• [Data shown]
--

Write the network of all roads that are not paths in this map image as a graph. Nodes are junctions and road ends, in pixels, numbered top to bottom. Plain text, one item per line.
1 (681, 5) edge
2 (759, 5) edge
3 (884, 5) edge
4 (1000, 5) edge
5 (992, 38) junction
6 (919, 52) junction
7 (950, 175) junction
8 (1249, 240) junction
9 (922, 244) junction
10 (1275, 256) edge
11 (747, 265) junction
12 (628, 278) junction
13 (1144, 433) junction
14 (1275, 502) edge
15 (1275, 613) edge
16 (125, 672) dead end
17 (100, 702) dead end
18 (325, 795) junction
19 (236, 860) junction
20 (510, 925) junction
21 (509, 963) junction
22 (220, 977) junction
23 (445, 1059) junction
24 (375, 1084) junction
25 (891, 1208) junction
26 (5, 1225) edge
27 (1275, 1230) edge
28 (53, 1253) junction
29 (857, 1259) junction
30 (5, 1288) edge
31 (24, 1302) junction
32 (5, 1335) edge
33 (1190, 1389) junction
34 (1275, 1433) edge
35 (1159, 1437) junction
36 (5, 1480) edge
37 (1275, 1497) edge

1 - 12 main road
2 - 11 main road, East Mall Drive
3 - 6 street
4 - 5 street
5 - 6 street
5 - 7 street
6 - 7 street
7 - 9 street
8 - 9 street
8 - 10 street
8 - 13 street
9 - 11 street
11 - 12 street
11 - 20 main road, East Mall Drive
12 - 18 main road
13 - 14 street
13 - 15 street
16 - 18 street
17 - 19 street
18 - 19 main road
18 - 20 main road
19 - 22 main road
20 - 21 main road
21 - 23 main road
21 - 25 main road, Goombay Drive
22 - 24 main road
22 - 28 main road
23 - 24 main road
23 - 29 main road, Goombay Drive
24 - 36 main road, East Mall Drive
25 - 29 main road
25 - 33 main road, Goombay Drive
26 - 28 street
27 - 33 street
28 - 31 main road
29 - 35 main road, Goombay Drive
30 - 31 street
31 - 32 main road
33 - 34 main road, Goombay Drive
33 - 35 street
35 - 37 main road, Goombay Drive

--

• [Problem description]
If a line in the records above has the word "Mall", copy it out.

• [Answer section]
2 - 11 main road, East Mall Drive
11 - 20 main road, East Mall Drive
24 - 36 main road, East Mall Drive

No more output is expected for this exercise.